People fail hear my side of the story all the time. People just want their opinion heard. People just want to believe what they choose to believe. All from their observation, their believes.
And, this tires me. It tires me a lot. And so, it has come to a point in life that I have choose to stop explaining, stop trying to make anyone understand from my point. Unless, they ask. Ask me at my face.
Such is life.
And because of that, I am saying it is people who will lose out about knowing the truth. It is people that would always miss the point.
Such is life.
Well, I am ready to talk about infidelity today and I think I'm going to say this is what I have concluded and gathered throughout all the many conversations with the few individuals.
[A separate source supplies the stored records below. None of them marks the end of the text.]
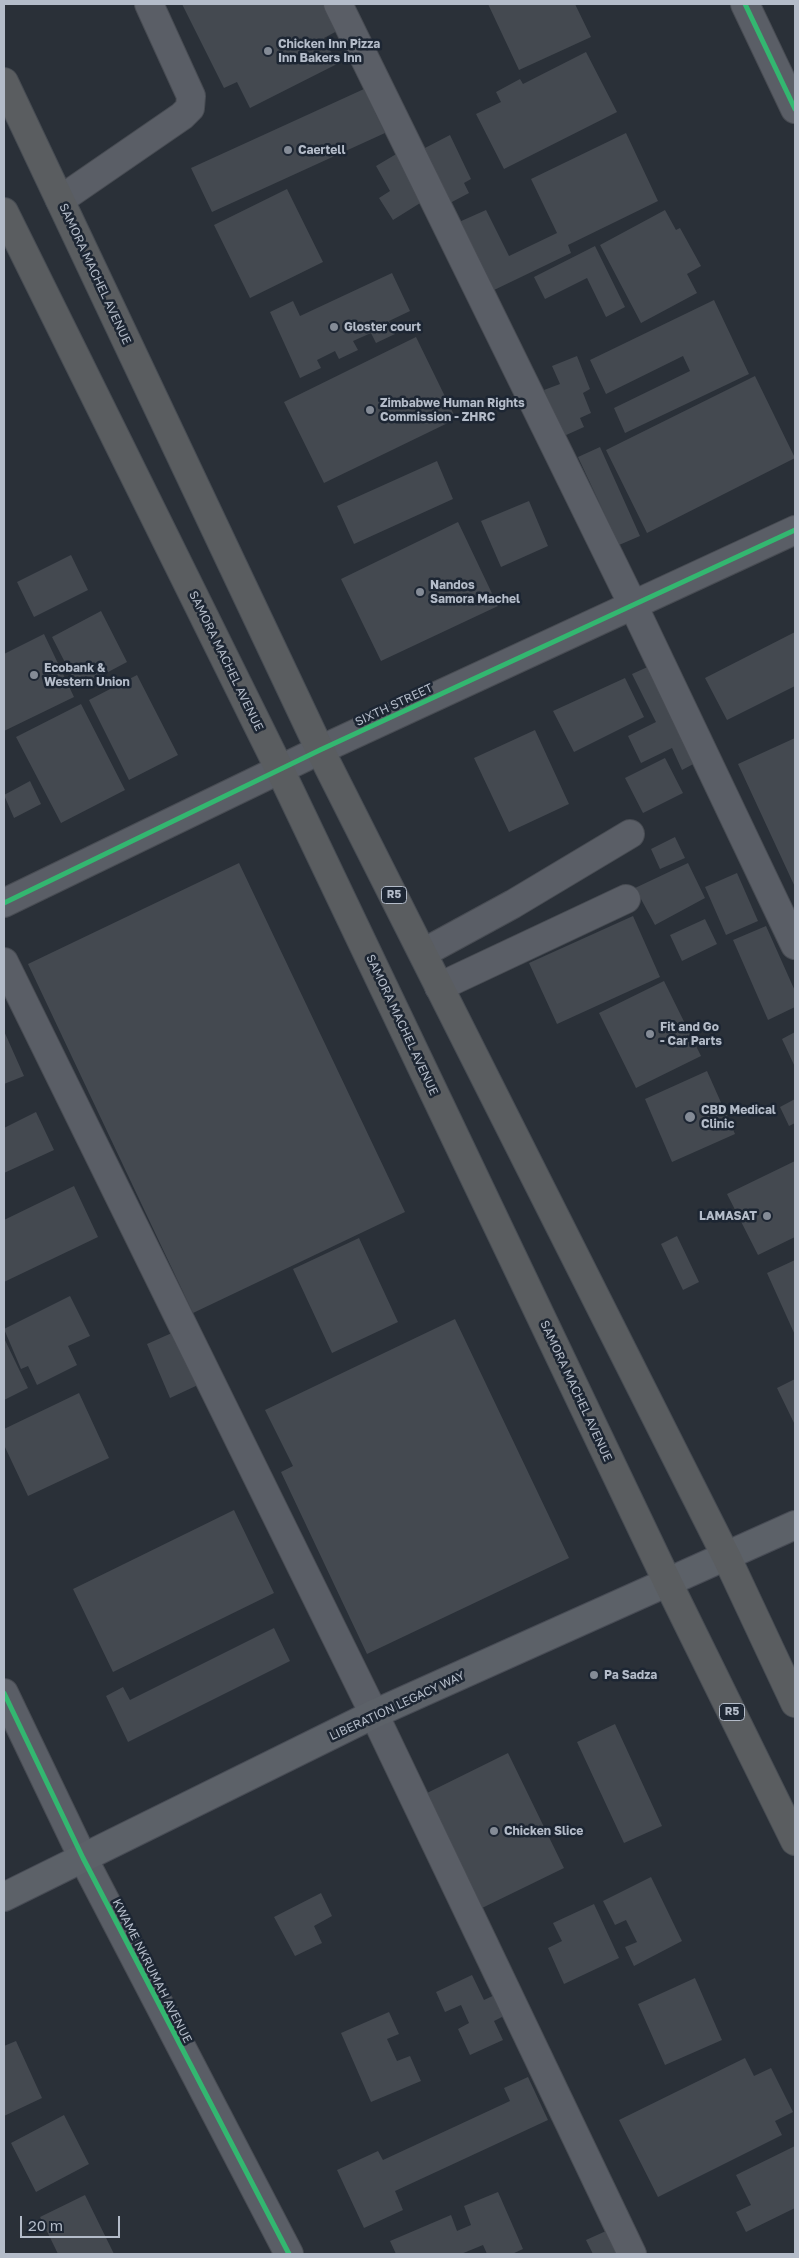 <!DOCTYPE html>
<style>
body{margin:0}
#map{position:relative;width:799px;height:2258px;overflow:hidden;background:#2a3038;font-family:"Golos Text",sans-serif}
canvas{display:block}
.frame{position:absolute;inset:0;border:5px solid #b4bcc9;pointer-events:none}
.scale{position:absolute;left:20px;top:2216px;width:100px;height:22px;box-sizing:border-box;border:2px solid #b4bcc9;border-top:0;padding-left:6px;font-size:15px;line-height:18px;white-space:nowrap;color:#b4bcc9;-webkit-text-stroke:4px #1d2633;paint-order:stroke}
</style>
<div id="map">
<canvas width="799" height="2258"></canvas>
<div class="frame"></div>
<div class="scale">20 m</div>
</div>
<script>
const g = document.querySelector('canvas').getContext('2d');
g.lineJoin = 'round';
function paint(path, color) { g.fillStyle = color; g.fill(path, 'evenodd'); }
const poly = rows => new Path2D(rows.map(r => 'M' + r).join(''));
function stroke(path, color, width, dash) { g.strokeStyle = color; g.lineWidth = width; g.lineCap = dash ? 'butt' : 'round'; g.setLineDash(dash || []); g.stroke(path); }
function label(font, color, halo, rows, align = 'center') {
  g.font = font + ' "Golos Text",sans-serif'; g.lineWidth = 5; g.setLineDash([]); g.textBaseline = 'middle'; g.strokeStyle = halo; g.fillStyle = color; for (const [text, x, y, turn = 0] of rows) {
    g.save(); g.translate(x, y); g.rotate((+turn || 0) * Math.PI / 180); g.textAlign = isNaN(turn) ? turn : align; if (halo) g.strokeText(text, 0, 0); g.fillText(text, 0, 0); g.restore();
  }
}
const building = poly([
 [182,4,326,4,339,30,324,38,337,64,250,108,237,82,224,88],
 [488,4,575,4,591,37,519,70],
 [586,52,617,112,504,169,476,114,501,102,496,92,520,79,523,84],
 [364,89,385,133,212,212,191,168],
 [626,133,658,201,568,245,571,253,492,291,459,222,486,210,509,256,557,233,531,179],
 [450,135,471,179,464,183,469,193,450,203,423,149],
 [398,153,425,200,393,220,379,198,390,191,376,166],
 [287,189,323,262,250,298,214,225],
 [665,210,676,230,680,228,701,266,687,274,697,293,641,323,600,245],
 [595,246,625,307,606,317,587,278,545,299,534,277],
 [392,273,410,311,389,321,395,334,376,343,371,333,353,341,358,350,339,359,335,351,317,360,321,368,300,378,270,312,293,301,300,316],
 [714,300,749,374,625,433,614,408,690,371,683,356,606,394,590,360],
 [416,337,456,419,324,483,284,402],
 [577,356,590,389,583,393,591,413,580,418,584,427,564,436,544,390,560,384,552,366],
 [755,376,795,458,647,533,606,450],
 [600,447,640,536,619,545,578,457],
 [437,461,453,499,354,544,337,506],
 [529,501,548,546,501,567,481,521],
 [458,522,498,606,381,661,341,579],
 [71,555,88,590,34,617,17,582],
 [101,611,127,662,78,688,52,637],
 [795,632,795,686,727,720,705,678],
 [44,634,74,697,4,731,4,654],
 [652,665,699,761,682,770,672,748,641,763,628,736,656,722,632,674],
 [137,675,178,755,129,780,89,700],
 [625,678,644,717,574,752,553,711],
 [81,704,125,790,61,823,16,737],
 [535,730,569,804,509,832,474,758],
 [795,738,795,887,738,764],
 [665,758,683,793,643,813,625,778],
 [30,781,41,804,14,818,4,795],
 [675,837,685,858,660,869,651,849],
 [239,863,405,1212,193,1313,28,964],
 [688,863,705,898,655,925,635,888],
 [737,873,758,921,726,935,705,887],
 [633,916,660,977,557,1024,529,963],
 [705,919,717,944,682,961,670,935],
 [766,926,795,991,795,1007,768,1020,733,940],
 [664,981,701,1056,636,1088,599,1013],
 [4,1031,24,1076,4,1084],
 [795,1032,795,1067,782,1039],
 [707,1071,735,1134,672,1162,645,1099],
 [795,1099,795,1123,789,1126,780,1107],
 [36,1112,54,1150,4,1173,4,1128],
 [795,1161,795,1237,758,1255,727,1194],
 [74,1186,98,1237,4,1282,4,1220],
 [677,1236,699,1282,683,1290,661,1244],
 [359,1238,398,1322,332,1353,293,1269],
 [795,1260,795,1335,767,1273],
 [70,1296,90,1336,68,1346,77,1365,37,1385,28,1366,21,1369,4,1329],
 [455,1319,569,1558,367,1654,281,1472,293,1466,265,1410],
 [174,1332,198,1385,170,1398,147,1344],
 [4,1338,28,1388,4,1400],
 [795,1379,795,1425,777,1388],
 [79,1393,109,1458,28,1496,4,1445,4,1429],
 [234,1510,274,1593,113,1672,73,1589],
 [274,1628,290,1661,128,1742,106,1696,123,1687,130,1700],
 [615,1724,662,1826,624,1843,577,1742],
 [508,1753,564,1868,480,1909,425,1794],
 [651,1877,682,1941,634,1966,625,1947,637,1942,626,1920,615,1925,603,1901],
 [321,1893,332,1916,314,1926,322,1943,295,1956,274,1917],
 [594,1904,619,1958,564,1984,548,1948,562,1941,553,1923],
 [472,1975,484,2000,501,1992,510,2013,494,2021,503,2040,470,2055,458,2029,469,2023,461,2005,445,2012,436,1992],
 [695,1978,722,2040,665,2065,638,2004],
 [389,2012,399,2034,387,2039,397,2061,410,2056,421,2081,371,2102,341,2033],
 [16,2041,42,2098,4,2116,4,2046],
 [745,2058,754,2076,771,2068,793,2112,775,2121,782,2135,658,2197,619,2120],
 [528,2077,548,2120,395,2191,403,2210,364,2228,337,2170,378,2151,383,2160,510,2101,504,2088],
 [64,2115,89,2164,36,2192,11,2143],
 [795,2146,795,2208,746,2232,736,2212,751,2205,736,2175],
 [498,2192,523,2249,512,2254,487,2254,483,2245,461,2254,396,2254,390,2241,451,2215,457,2231,471,2225,464,2206],
 [85,2195,114,2254,58,2254,40,2217],
 [606,2231,617,2254,593,2254,586,2240]
]);
const minor = poly([
 [338,4,633,605,795,945],
 [745,4,795,109],
 [60,200,182,116,190,108,191,96,149,4],
 [4,903,320,750,795,530],
 [423,953,513,904,630,834],
 [4,962,374,1714,632,2254],
 [439,987,626,899],
 [4,1693,83,1858,289,2254]
]);
const major = poly([
 [4,1897,374,1714,795,1525]
]);
const highway = poly([
 [4,82,320,750,727,1558,795,1703],
 [4,212,280,770,668,1583,795,1841]
]);
const cycleway = poly([
 [745,4,795,109],
 [4,903,320,750,795,530],
 [4,1693,83,1858,289,2254]
]);
const markers = [
 [268,51,5,"#848b96"],
 [288,150,5,"#848b96"],
 [334,327,5,"#848b96"],
 [370,410,5,"#848b96"],
 [420,592,5,"#848b96"],
 [34,675,5,"#848b96"],
 [650,1034,5,"#848b96"],
 [690,1117,6,"#848b96"],
 [767,1216,5,"#848b96"],
 [594,1675,5,"#848b96"],
 [494,1831,5,"#848b96"]
];
const shields = [
 [394,895,25],
 [732,1712,25]
];
const shieldNames = [
 ["R5",394,895],
 ["R5",732,1712]
];
const poiNames = [
 ["Chicken Inn Pizza",278,44],
 ["Inn Bakers Inn",278,58],
 ["Caertell",298,150],
 ["Gloster court",344,327],
 ["Zimbabwe Human Rights",380,403],
 ["Commission - ZHRC",380,417],
 ["Nandos",430,585],
 ["Samora Machel",430,599],
 ["Ecobank &",44,668],
 ["Western Union",44,682],
 ["Fit and Go",660,1027],
 ["- Car Parts",660,1041],
 ["CBD Medical",701,1110],
 ["Clinic",701,1124],
 ["LAMASAT",757,1216,"right"],
 ["Pa Sadza",604,1675],
 ["Chicken Slice",504,1831]
];
const streetNames = [
 ["SAMORA MACHEL AVENUE",95,274,65],
 ["SAMORA MACHEL AVENUE",226,661,64],
 ["SIXTH STREET",394,705,-25],
 ["SAMORA MACHEL AVENUE",402,1025,65],
 ["SAMORA MACHEL AVENUE",576,1391,65],
 ["LIBERATION LEGACY WAY",397,1706,-25],
 ["KWAME NKRUMAH AVENUE",152,1971,63]
];
paint(building, '#444950');
stroke(minor, '#484c53', 30);
stroke(major, '#484c55', 30);
stroke(highway, '#474c53', 30);
stroke(minor, '#5a5e66', 28);
stroke(major, '#5c6168', 28);
stroke(highway, '#5a5d60', 28);
stroke(cycleway, '#33b770', 5);
for (const [x, y, r, color] of markers) { const dot = new Path2D(); dot.arc(x, y, r, 0, 2 * Math.PI); g.fillStyle = color; g.fill(dot); stroke(dot, '#1d2633', 2); }
for (const [x, y, w] of shields) { const box = new Path2D(); box.roundRect(x - w / 2, y - 8.5, w, 17, 4); g.fillStyle = '#1d2633'; g.fill(box); stroke(box, '#b4bcc9', 1); }
label('bold 11px', '#b4bcc9', null, shieldNames);
label('bold 12px', '#b4bcc9', '#1d2633', poiNames, 'left');
label('12px', '#b4bcc9', '#1d2633', streetNames);
</script>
In the next post. Because I foresee a VERY long one.
On the other topic of things, I have to say if there is one thing I dislike, it would be definitely 'negativity.' My conversation with someone today about people leaving the office and their take on people seemed to be filled with nothing but negative comments. And while the person professes of open mindedness, open this and open that, it has come to a point that I realize it's just 'I believe I am such' about the supposedly perception she has been trying to build around the people that surrounds her. The truth is, from my experiences with her, she isn't all she has been projecting she is.
And as I have said earlier in this post, she has also failed to hear the other side of the story about people and she has failed badly to be the other side of the audience to people. This has in result derived a conclusion about people which is totally unfair thus harboring such negativity.
I'm irritated and disappointed at the same time because for someone who has professed openness, my expectation was not even near this reaction from her. Like what was that?
And so, as I have said earlier, such is life. We meet people of all walks of life. Which then, probably is the reason this blog exist. Muahahah *evil laugh*. I mean, well, it's for me to vent my opinion where no one gets a say in return. Isn't this blog fantastic? Awesome.